• If you amphibiously assault a territory (say there was no sea battle, or there was and you cleared the hostile ships) and conduct combat, are you able to retreat those units back onto the transports or are they committed to the fight. Haven’t read anything saying they can retreat back onto the transports. Only talk about retreating to a territory from which at least one of them entered the contested territory. Well If I A.A. Manila then that doesn’t work lol.

    Also, ships may move through sea zones containing enemy submarines and transports. If you are moving a destroyer through the sea zone can you ignore the submarine or do you have to stop all ships and conduct combat? I know subs have to stop for destroyers, but does it go the other way around?
    Thanks


  • @Strollmasta:

    If you amphibiously assault a territory (say there was no sea battle, or there was and you cleared the hostile ships) and conduct combat, are you able to retreat those units back onto the transports or are they committed to the fight. Haven’t read anything saying they can retreat back onto the transports. Only talk about retreating to a territory from which at least one of them entered the contested territory. Well If I A.A. Manila then that doesn’t work lol.

    See:
    @rulebook:

    Keep the attacking overland units and seaborne land units
    separated on the battle strip. Attacking seaborne units can’t
    retreat.

    @Strollmasta:

    Also, ships may move through sea zones containing enemy submarines and transports. If you are moving a destroyer through the sea zone can you ignore the submarine or do you have to stop all ships and conduct combat? I know subs have to stop for destroyers, but does it go the other way around?

    No. The destroyer may ignore them.

    HTH :-)


  • Thank you! I read that part and wasn’t sure what it was saying but it makes sense now.

  • '21 '20 '18 '17

    Mr. Stroll,

    don’t forget however

    1. once all the troops carried on transports are dead, the air units or overland units that supplemented them may then retreat;  this is an exception to “all or nothing” amphibious and rewards careful casualty taking (eg you may want to lose a transported tank before you lose an overland artillery for this exact reason)

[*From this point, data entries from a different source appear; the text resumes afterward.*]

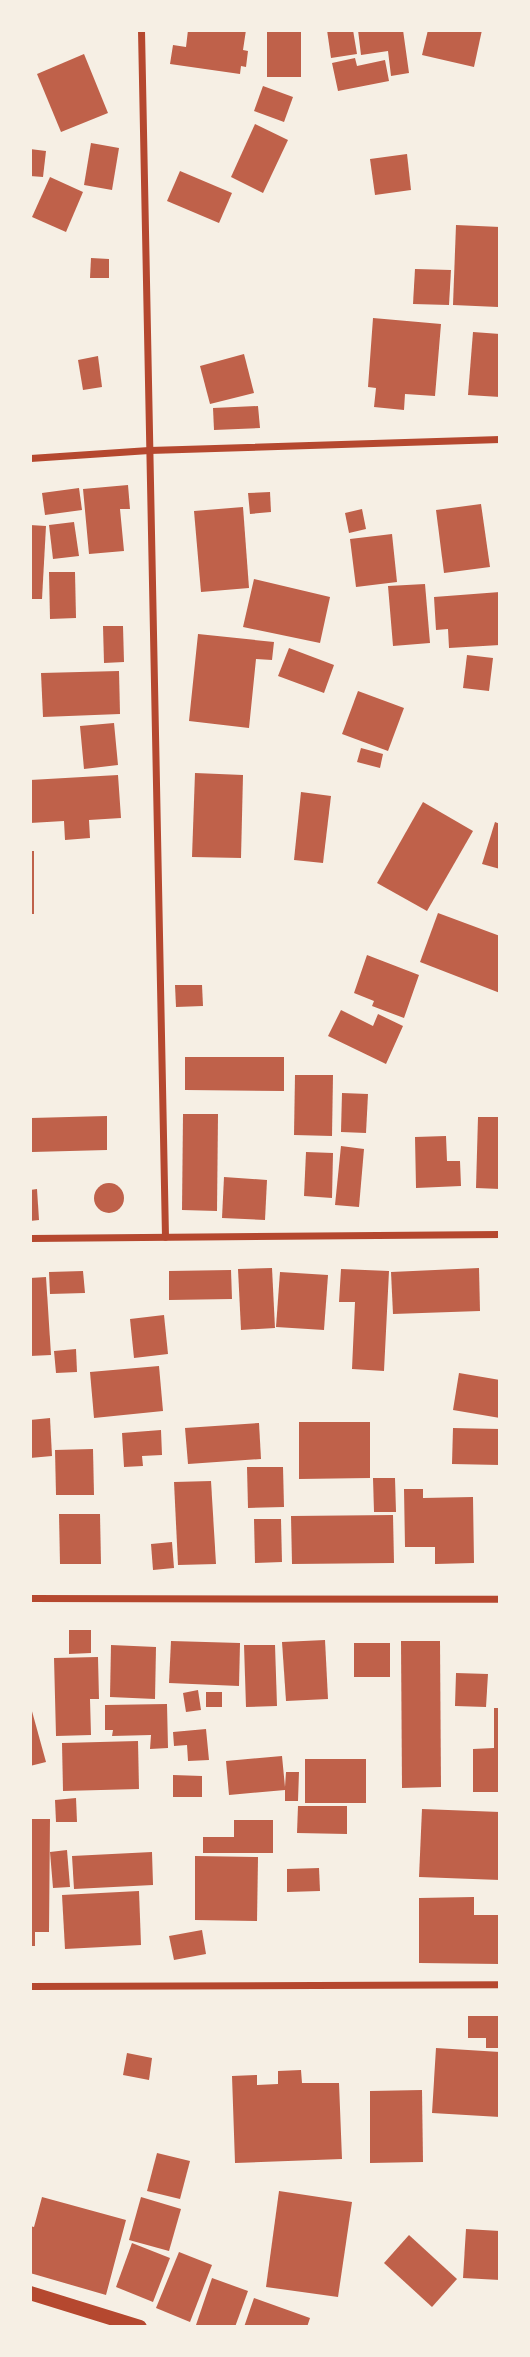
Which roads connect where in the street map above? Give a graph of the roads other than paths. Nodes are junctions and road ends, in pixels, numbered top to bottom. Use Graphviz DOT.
graph roads {
  1 [pos="141,30"];
  2 [pos="500,439"];
  3 [pos="149,450"];
  4 [pos="30,458"];
  5 [pos="500,1234"];
  6 [pos="165,1237"];
  7 [pos="30,1238"];
  8 [pos="30,1598"];
  9 [pos="500,1599"];
  10 [pos="500,1984"];
  11 [pos="30,1986"];
  12 [pos="30,2293"];
  13 [pos="140,2327"];
  1 -- 3 [label="street"];
  2 -- 3 [label="street"];
  3 -- 4 [label="street"];
  3 -- 6 [label="street"];
  5 -- 6 [label="street"];
  6 -- 7 [label="street"];
  8 -- 9 [label="street"];
  10 -- 11 [label="street"];
  12 -- 13 [label="main road"];
}
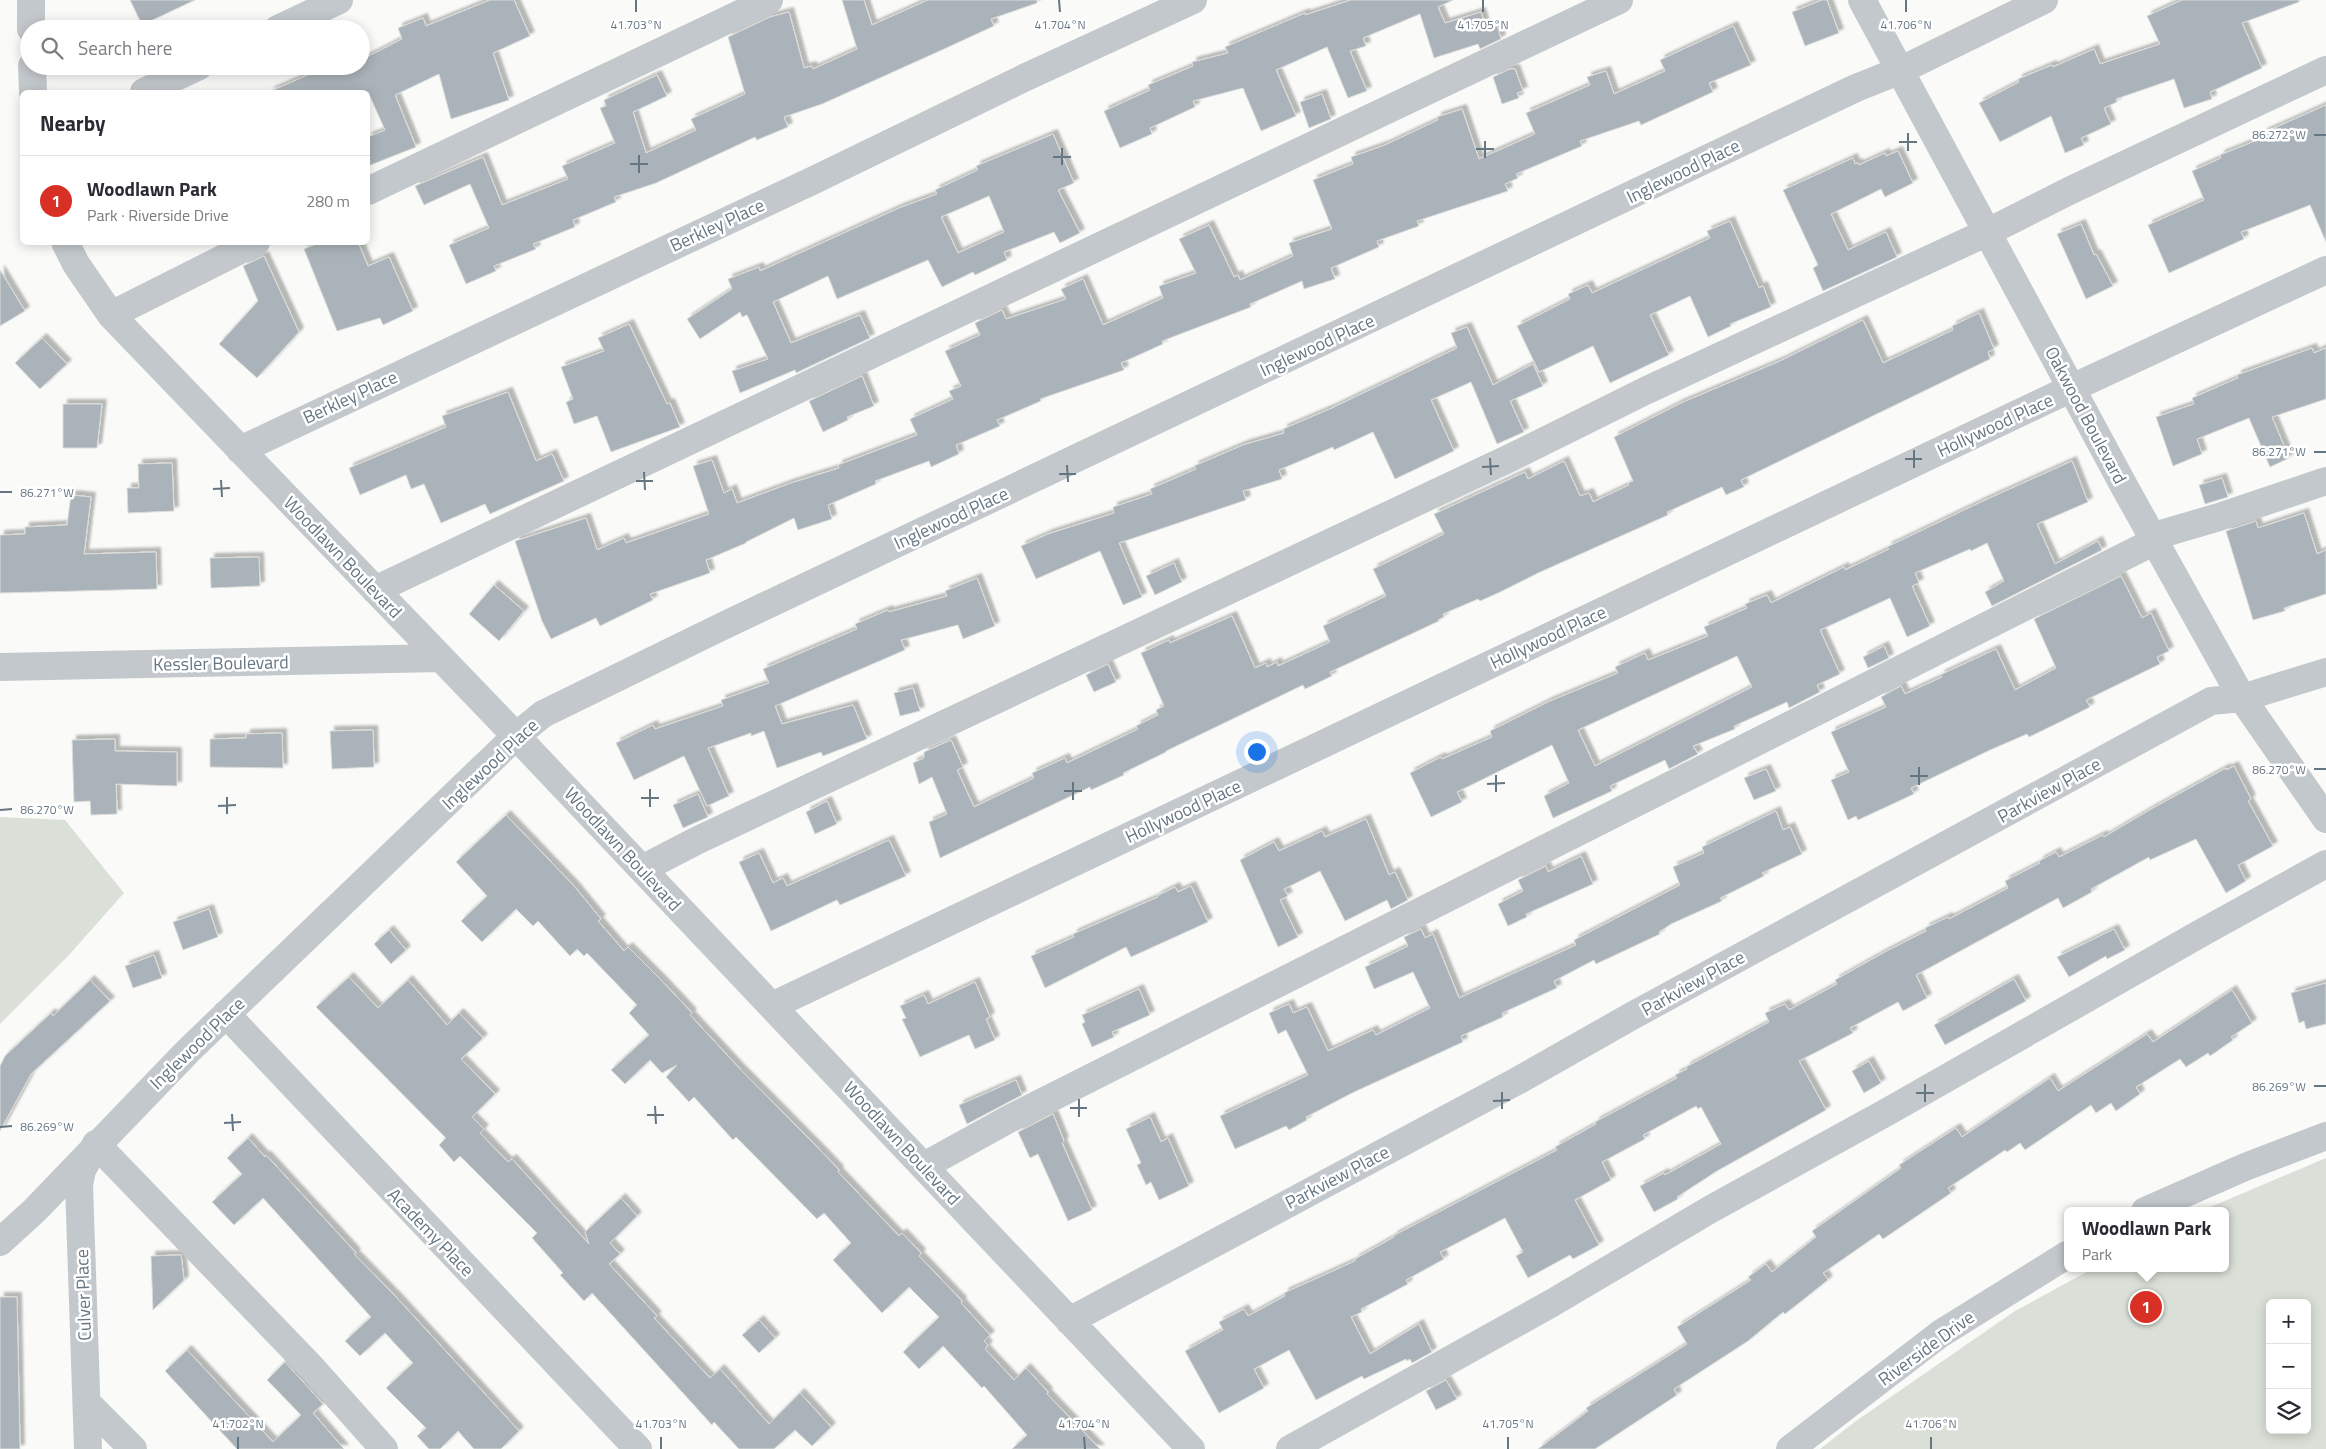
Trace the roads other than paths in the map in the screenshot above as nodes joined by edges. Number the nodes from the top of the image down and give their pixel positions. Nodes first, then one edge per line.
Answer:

    2. subs and transports do not block movement (this is my mantra I just repeat and repeat), except that unescorted transports (unescorted by a surface ship with attack power) cant pass subs and b) killing an unescorted transport counts as combat (and blows any support shots as a result, too).

  • '17 '16 '15

    I thought unescorted transports could pass subs. They couldn’t amphib attack if they were alone and enemy sub was present.  ?


  • @taamvan:

    1. …, except that unescorted transports (unescorted by a surface ship with attack power) cant pass subs …

    @barney:

    I thought unescorted transports could pass subs. They couldn’t amphib attack if they were alone and enemy sub was present.  ?

    Barney is correct.

    Of course unescorted transports may pass subs. The requirement of an escort is for offloading purposes only:

    @rulebook:

    Transports
    If a transport encounters hostile surface warships (not enemy submarines and/or transports) AFTER it begins to move (not counting the sea zone it started in), its movement for that turn ends, and it must stop there and conduct sea combat.

    However, a transport is not allowed to offload land units for an amphibious assault in a sea zone containing 1 or more ignored enemy submarines unless at least 1 warship belonging to the attacking power is also present in the sea zone at the end of the Combat Move phase.

  • '21 '20 '18 '17

    thanks for the clarity, good point

  • Official Q&A

    @taamvan:

    1. once all the troops carried on transports are dead, the air units or overland units that supplemented them may then retreat;  this is an exception to “all or nothing” amphibious and rewards careful casualty taking (eg you may want to lose a transported tank before you lose an overland artillery for this exact reason)

    The overland and air units don’t have to wait until all of the seaborne units are dead before they can retreat.  They can retreat at the end of any combat round, but must all retreat together.


  • Appreciate all the help. Lots of great explanations and clarifications of the rules.